In early April, we had an around the world look at compulsory third party insurance. Now we compare registration and licensing systems in Europe, New Zealand and Australia. We found some surprising differences and some we could adopt here.
According to the Austroads April 2020 study of registration and licensing, some ideas and problems are common to Australia, New Zealand and Europe.
First, the minimum age to drive a light vehicle is still 17 or 18. This is an interesting similarity given the human brain is not fully developed until the mid-20s.
Authorities want to ensure training and licensing conditions promote the safety of all drivers, especially young drivers. Most use a system of penalty points and take strong measures to reduce driving offences or drink and drug driving. All are concerned about the risks in vehicle identity, registration misuse or fraud, unregistered driving and theft.
Finally, most are exploring or planning to use digital driver licences and digital registration documents.
There appear to be two main differences between Europe and Australia. They are mandatory third party property damage insurance and formal driver training.
First, European countries make third party property damage insurance mandatory, along with personal injury (CTP) insurance. If both types of insurance were mandatory in Australia, it would upset vehicle owners who already find CTP a burden.
Second, Europe places more importance on formal driver training than on supervised driving (not always permitted).
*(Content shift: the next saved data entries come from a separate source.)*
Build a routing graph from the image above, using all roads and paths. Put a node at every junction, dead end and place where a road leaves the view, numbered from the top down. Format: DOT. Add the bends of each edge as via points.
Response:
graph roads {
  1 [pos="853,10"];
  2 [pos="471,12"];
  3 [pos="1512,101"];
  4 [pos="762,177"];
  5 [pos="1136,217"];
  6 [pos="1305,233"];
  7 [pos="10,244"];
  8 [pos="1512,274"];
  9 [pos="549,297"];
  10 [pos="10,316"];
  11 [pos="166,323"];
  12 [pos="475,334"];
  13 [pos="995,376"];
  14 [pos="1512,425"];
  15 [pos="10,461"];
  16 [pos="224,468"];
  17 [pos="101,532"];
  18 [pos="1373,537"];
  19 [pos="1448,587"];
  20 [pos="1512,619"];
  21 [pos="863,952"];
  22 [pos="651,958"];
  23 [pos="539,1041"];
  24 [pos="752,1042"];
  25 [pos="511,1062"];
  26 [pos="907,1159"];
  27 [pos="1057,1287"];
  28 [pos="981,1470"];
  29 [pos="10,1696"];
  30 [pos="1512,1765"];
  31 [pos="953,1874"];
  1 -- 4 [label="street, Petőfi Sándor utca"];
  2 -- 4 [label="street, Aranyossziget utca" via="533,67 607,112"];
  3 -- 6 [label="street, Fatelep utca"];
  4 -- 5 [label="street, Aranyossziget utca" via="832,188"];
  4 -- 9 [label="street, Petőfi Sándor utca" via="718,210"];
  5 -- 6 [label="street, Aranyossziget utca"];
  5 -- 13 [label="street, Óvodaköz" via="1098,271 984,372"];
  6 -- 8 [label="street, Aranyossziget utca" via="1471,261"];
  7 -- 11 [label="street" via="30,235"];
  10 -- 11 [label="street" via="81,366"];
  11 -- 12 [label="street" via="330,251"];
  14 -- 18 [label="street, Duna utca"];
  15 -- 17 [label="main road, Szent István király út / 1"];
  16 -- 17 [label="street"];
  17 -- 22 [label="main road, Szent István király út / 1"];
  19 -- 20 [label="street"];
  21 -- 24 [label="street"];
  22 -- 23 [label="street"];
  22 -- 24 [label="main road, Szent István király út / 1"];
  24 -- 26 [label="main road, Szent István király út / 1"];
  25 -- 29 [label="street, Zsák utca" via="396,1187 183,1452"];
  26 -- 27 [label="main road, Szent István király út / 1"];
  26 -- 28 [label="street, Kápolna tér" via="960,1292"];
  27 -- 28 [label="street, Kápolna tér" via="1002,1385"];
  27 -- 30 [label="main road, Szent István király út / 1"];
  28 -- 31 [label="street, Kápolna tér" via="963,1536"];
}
Most countries even require a medical test before someone can get a driver licence.
Some interesting quirks
Australia and New Zealand use more alcohol interlock devices than Europe and conduct more extensive random alcohol and drug testing.
As we can see, personalised registration plates are quite common in Australia and New Zealand. But some countries in Europe, like Spain and the Netherlands, do not even have them. In the UK, they are charmingly called “cherish plates”.
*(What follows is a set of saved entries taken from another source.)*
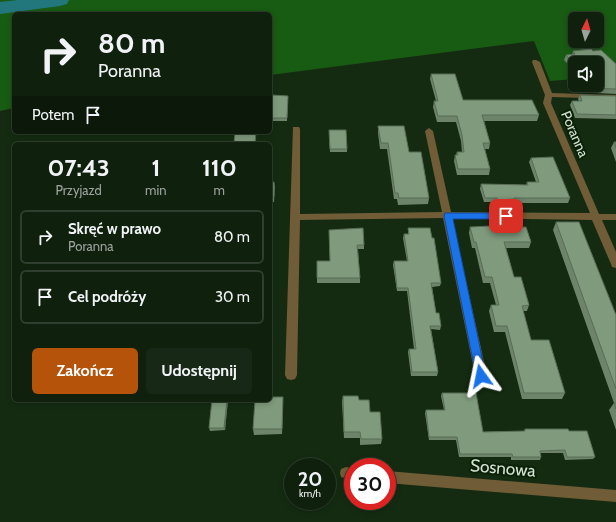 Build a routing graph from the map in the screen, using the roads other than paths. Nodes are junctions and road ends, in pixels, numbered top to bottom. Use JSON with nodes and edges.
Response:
{"nodes":[{"id":1,"x":536,"y":62,"type":"dead end"},
{"id":2,"x":549,"y":96,"type":"junction"},
{"id":3,"x":616,"y":97,"type":"edge"},
{"id":4,"x":296,"y":129,"type":"dead end"},
{"id":5,"x":429,"y":130,"type":"dead end"},
{"id":6,"x":448,"y":216,"type":"junction"},
{"id":7,"x":295,"y":217,"type":"junction"},
{"id":8,"x":595,"y":217,"type":"junction"},
{"id":9,"x":616,"y":217,"type":"edge"},
{"id":10,"x":616,"y":264,"type":"edge"},
{"id":11,"x":291,"y":375,"type":"dead end"},
{"id":12,"x":481,"y":376,"type":"dead end"},
{"id":13,"x":396,"y":478,"type":"edge"},
{"id":14,"x":616,"y":496,"type":"edge"}],
"edges":[{"from":1,"to":2,"type":"street","name":"Poranna"},
{"from":2,"to":3,"type":"street"},
{"from":2,"to":8,"type":"street","name":"Poranna"},
{"from":4,"to":7,"type":"street"},
{"from":5,"to":6,"type":"street"},
{"from":6,"to":7,"type":"street"},
{"from":6,"to":8,"type":"street"},
{"from":6,"to":12,"type":"street"},
{"from":7,"to":11,"type":"street"},
{"from":8,"to":9,"type":"street"},
{"from":8,"to":10,"type":"street","name":"Poranna"},
{"from":13,"to":14,"type":"street","name":"Sosnowa"}]}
Across the ditch, customers can choose a registration period as brief as one day, up to one year. Around 60% choose 1, 3 or 6 months. Europeans do not have periodic registration. This is because insurers charge their insurance premiums separately, not as part of registration.
In Australia, we have vehicle-based licensing, where you register the vehicle and the plates stay with the vehicle. In many countries, the plate number depends on the region where the vehicle is licensed. However, Belgium, Austria, Slovakia, Lithuania, Malta and Switzerland associate the plate with the individual and that person keeps the same plate for any vehicle they own.
Many experts in Australia claim driver training in Europe is superior to training here and that is why road tolls are relatively lower in densely populated countries like Germany. Most learners in Europe have to take a set number of lessons at a driving school. In most countries, they need sight and hearing tests and, in three countries, a first aid certificate. Less than half of all countries issue a provisional licence (P plates) before a full licence.
Here are a few other quirks:
- Finland and Luxembourg – learners have to take a practical driving test before progressing to a full licence
- Germany – they print driver licences before someone takes their driving test so they don’t have to wait for a licence once they pass
- Hungary – if a driver in the first 2 years of holding a licence commits a driving offence, they have to go back to being a beginner
- Iceland – drivers take a second test after holding a licence for 1-3 years and get their full licence only if they had no traffic violations within the previous year.
Which ideas could Australians adopt?
Of course, there are always inevitable differences in state licensing and registration systems across Australia.
We think person-based registration is interesting because it does not matter which vehicle you drive, you are covered. It creates consistency and could reduce the volume of administration currently needed every time someone gets a new vehicle.
We might also opt for more formal driver training because, when parents supervise their children’s driving, they can unwittingly pass on bad driving habits!